*Assigned task*
Determine how many lines of the listing below hold the string "Olinda", then state that number alone.

*Material for this exercise*
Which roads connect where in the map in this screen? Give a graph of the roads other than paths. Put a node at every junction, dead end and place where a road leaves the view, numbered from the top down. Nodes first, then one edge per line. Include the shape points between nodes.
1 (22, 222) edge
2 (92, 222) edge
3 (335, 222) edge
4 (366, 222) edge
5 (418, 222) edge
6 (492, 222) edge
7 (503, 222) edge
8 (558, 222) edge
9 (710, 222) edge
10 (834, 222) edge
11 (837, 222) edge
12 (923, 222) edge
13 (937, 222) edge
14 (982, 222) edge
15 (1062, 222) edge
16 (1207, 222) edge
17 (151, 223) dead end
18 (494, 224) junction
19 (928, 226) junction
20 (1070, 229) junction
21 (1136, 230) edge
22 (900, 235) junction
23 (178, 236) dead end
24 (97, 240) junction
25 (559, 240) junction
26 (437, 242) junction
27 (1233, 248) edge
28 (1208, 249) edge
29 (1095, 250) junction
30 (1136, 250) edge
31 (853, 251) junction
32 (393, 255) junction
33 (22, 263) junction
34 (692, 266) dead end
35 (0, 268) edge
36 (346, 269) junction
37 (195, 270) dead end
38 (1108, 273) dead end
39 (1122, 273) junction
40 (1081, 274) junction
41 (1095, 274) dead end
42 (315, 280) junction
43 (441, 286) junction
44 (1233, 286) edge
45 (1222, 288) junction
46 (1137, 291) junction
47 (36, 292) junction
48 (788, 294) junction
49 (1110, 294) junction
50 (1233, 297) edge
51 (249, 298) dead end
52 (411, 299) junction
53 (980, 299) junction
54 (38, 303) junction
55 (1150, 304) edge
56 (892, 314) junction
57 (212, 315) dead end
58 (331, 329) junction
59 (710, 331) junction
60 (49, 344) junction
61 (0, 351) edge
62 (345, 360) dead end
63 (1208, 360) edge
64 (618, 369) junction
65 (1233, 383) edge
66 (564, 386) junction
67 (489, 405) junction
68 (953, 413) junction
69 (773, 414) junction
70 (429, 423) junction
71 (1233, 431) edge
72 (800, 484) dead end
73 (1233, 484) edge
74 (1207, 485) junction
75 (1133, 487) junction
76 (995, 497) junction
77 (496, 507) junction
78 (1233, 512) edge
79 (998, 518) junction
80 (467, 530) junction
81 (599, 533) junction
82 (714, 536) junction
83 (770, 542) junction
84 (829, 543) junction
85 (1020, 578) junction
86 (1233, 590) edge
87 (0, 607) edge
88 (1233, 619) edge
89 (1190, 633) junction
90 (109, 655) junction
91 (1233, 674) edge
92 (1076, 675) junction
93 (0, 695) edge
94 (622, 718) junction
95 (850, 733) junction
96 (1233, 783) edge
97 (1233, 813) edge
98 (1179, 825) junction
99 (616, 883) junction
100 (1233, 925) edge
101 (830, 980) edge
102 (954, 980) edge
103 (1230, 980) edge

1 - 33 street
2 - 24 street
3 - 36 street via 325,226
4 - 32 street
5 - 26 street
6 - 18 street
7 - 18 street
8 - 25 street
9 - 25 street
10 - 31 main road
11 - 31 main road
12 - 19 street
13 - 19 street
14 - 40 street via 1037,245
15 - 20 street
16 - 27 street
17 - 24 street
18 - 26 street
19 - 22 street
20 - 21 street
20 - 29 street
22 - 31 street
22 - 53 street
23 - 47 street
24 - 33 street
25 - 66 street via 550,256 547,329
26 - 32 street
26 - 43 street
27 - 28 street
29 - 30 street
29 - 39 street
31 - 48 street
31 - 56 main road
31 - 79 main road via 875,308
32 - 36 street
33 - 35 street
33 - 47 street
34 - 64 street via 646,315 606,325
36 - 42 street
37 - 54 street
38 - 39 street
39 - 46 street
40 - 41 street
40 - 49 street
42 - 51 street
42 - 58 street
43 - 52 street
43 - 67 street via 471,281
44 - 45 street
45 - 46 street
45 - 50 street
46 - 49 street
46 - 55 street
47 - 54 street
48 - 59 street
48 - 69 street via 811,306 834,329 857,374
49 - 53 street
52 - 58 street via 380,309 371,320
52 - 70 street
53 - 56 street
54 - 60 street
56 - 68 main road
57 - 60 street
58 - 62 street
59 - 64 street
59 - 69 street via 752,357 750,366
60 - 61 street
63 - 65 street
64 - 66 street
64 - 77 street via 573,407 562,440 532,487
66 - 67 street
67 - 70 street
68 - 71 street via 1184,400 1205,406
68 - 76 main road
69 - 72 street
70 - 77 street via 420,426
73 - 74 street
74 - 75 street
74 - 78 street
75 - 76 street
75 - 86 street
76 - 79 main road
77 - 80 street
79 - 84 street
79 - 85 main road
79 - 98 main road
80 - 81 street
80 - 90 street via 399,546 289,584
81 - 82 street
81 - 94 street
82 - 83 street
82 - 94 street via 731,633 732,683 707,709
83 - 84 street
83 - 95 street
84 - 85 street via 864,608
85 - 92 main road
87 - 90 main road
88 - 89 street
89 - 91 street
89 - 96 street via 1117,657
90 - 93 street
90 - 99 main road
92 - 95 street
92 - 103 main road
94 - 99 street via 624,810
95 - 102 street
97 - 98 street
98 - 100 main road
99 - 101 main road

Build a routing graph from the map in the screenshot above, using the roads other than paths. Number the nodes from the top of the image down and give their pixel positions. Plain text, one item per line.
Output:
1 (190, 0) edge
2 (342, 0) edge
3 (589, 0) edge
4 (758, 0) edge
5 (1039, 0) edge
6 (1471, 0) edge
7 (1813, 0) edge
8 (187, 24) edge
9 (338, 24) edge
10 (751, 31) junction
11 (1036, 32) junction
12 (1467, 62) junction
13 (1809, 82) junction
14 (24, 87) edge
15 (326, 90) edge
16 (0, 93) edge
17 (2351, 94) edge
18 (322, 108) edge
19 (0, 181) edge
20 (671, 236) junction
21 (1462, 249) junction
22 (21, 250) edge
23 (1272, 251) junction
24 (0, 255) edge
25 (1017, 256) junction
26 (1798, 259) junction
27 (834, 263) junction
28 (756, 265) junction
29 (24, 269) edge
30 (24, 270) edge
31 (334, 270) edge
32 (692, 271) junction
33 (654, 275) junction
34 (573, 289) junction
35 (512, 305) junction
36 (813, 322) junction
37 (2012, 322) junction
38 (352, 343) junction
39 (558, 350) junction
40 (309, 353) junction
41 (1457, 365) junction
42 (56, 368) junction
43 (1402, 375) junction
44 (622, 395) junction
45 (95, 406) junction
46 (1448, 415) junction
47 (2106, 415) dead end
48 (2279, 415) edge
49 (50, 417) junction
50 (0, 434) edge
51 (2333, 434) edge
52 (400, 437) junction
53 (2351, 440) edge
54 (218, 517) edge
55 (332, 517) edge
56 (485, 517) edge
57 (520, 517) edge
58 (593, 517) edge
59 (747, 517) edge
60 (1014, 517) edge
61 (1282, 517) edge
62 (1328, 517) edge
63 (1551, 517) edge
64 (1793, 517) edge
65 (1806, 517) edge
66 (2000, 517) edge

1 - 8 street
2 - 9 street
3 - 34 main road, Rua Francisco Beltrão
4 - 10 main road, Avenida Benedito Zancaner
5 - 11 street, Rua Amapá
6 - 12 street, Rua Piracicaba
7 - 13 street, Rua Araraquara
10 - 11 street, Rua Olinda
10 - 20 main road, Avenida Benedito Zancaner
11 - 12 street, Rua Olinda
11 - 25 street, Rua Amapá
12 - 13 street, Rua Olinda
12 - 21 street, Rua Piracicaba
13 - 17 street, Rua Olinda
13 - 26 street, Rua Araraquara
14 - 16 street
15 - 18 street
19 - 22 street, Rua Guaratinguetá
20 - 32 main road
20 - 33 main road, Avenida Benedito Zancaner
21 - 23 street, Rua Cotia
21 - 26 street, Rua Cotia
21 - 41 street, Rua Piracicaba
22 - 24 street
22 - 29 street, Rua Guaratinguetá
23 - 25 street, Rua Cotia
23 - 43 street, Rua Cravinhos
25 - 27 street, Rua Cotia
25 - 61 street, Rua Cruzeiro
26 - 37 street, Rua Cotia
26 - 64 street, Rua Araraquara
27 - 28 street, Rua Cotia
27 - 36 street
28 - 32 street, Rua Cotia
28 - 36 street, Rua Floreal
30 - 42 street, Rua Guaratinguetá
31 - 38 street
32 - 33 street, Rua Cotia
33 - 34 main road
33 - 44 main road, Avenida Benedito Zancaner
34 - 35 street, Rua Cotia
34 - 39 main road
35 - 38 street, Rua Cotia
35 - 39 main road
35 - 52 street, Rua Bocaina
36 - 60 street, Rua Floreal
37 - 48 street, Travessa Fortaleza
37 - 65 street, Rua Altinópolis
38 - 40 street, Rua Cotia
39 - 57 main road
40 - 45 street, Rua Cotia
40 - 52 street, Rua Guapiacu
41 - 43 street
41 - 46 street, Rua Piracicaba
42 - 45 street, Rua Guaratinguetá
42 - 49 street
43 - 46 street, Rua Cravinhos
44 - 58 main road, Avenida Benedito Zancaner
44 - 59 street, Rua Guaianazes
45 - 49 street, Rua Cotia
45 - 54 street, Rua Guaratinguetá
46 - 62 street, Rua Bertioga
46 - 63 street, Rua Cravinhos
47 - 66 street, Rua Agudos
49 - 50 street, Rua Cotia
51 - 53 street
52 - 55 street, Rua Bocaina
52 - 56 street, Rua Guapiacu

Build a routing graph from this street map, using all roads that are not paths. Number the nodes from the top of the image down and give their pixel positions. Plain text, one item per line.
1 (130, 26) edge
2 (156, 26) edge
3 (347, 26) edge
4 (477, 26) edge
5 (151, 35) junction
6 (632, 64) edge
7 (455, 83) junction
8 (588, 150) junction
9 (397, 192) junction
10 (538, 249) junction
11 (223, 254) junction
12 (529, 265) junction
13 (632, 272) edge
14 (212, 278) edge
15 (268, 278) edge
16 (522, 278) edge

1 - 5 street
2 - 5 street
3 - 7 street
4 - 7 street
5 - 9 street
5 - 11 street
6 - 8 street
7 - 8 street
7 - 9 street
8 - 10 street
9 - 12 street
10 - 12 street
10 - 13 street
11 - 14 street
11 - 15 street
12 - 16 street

*Written reply*
4